Copy every line of the records that includes the word "Bulli".

= = =

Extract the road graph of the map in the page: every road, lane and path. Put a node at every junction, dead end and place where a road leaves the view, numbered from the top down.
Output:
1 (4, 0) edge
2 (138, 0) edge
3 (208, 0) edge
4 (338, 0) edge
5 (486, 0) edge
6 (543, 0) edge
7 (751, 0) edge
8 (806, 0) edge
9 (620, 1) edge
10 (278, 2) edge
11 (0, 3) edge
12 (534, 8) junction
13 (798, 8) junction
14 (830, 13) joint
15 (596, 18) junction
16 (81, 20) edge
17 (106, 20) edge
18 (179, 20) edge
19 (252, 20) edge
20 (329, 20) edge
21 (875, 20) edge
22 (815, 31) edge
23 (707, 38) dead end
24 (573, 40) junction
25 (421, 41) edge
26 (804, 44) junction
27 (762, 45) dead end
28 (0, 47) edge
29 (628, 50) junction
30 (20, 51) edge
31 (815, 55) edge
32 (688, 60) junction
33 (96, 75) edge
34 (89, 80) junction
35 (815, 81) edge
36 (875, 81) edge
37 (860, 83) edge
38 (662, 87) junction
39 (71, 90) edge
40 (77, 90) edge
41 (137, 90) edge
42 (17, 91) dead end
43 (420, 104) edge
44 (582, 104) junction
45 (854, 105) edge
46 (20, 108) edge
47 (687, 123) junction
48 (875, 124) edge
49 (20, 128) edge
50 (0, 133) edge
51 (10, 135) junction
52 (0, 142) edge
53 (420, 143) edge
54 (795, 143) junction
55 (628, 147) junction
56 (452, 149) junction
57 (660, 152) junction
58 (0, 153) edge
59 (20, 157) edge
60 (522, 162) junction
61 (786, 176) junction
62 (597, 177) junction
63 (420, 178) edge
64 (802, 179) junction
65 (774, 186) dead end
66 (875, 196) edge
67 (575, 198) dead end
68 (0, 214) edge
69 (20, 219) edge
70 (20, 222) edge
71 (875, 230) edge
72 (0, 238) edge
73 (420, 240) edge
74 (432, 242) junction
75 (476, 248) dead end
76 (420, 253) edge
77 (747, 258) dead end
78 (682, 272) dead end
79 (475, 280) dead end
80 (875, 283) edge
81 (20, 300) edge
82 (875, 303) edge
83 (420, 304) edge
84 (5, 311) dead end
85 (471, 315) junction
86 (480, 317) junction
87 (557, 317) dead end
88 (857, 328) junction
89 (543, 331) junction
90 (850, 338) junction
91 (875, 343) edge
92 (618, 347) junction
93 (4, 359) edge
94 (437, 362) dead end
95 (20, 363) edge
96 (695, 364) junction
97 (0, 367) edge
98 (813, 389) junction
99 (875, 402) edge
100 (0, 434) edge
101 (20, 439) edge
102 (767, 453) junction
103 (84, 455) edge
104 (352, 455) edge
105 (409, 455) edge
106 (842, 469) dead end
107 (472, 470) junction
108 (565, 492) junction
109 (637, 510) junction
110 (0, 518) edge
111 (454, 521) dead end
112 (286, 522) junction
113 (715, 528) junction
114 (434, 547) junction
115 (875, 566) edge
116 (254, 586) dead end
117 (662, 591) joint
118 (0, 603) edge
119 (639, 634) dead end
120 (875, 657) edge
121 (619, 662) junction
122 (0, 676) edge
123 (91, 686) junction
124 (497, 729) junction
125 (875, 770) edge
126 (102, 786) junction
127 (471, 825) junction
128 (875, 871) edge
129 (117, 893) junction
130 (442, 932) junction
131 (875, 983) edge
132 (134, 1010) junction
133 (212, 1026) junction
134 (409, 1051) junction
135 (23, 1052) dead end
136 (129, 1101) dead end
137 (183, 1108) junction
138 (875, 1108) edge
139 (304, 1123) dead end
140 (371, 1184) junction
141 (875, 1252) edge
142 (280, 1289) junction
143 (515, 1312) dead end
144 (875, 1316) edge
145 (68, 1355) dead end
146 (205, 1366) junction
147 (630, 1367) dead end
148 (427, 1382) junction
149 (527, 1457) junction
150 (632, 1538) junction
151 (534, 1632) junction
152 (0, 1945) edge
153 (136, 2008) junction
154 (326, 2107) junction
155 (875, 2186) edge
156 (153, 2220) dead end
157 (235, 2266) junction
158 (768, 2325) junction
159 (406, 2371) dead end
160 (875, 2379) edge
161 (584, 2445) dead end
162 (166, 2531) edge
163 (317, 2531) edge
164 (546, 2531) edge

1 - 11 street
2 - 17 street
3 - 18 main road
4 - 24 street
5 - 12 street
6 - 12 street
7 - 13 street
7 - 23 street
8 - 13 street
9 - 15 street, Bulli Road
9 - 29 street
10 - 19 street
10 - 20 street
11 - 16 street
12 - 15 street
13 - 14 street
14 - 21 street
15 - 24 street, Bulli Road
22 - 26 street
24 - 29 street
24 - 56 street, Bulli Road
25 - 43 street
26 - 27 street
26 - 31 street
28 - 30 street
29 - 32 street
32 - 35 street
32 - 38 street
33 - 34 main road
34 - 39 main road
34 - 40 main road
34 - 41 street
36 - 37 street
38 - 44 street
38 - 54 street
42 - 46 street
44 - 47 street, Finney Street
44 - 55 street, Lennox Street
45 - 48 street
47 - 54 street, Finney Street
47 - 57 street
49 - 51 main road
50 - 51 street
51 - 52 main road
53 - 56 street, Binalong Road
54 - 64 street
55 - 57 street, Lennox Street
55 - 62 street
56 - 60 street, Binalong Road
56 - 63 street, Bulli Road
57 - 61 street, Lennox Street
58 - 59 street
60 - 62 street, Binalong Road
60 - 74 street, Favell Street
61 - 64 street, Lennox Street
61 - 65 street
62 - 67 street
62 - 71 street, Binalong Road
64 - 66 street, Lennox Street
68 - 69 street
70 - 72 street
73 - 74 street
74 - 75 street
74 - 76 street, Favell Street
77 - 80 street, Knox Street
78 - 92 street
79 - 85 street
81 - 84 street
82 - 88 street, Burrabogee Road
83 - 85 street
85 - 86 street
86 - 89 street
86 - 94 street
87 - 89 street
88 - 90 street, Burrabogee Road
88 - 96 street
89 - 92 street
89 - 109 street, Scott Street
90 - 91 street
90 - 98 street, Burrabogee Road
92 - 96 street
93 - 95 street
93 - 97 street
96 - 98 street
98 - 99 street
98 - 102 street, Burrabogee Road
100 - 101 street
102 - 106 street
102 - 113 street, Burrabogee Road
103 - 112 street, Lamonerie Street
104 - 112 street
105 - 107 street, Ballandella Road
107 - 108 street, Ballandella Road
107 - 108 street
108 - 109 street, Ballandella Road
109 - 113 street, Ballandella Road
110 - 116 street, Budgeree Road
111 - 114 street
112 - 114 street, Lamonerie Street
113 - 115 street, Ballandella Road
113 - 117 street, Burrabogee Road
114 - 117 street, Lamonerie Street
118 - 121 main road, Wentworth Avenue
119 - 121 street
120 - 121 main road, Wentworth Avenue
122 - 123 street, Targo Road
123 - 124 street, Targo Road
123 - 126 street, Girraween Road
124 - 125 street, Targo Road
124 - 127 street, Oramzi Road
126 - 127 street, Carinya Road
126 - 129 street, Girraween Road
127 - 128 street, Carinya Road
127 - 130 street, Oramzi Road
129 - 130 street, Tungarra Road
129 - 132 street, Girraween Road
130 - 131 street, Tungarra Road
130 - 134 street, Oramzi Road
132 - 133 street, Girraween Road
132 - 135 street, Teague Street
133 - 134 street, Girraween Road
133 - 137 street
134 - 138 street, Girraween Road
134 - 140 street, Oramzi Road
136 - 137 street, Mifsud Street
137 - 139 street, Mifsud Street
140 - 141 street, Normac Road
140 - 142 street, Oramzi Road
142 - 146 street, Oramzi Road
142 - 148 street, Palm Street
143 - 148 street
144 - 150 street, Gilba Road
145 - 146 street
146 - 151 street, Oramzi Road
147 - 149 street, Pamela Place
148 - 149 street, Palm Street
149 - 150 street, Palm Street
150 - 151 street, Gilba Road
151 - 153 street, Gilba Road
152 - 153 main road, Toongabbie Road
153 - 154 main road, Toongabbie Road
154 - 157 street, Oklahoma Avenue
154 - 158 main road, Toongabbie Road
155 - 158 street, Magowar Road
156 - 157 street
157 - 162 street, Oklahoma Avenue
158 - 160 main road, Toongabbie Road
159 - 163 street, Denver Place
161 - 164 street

= = =

Task answer:
9 - 15 street, Bulli Road
15 - 24 street, Bulli Road
24 - 56 street, Bulli Road
56 - 63 street, Bulli Road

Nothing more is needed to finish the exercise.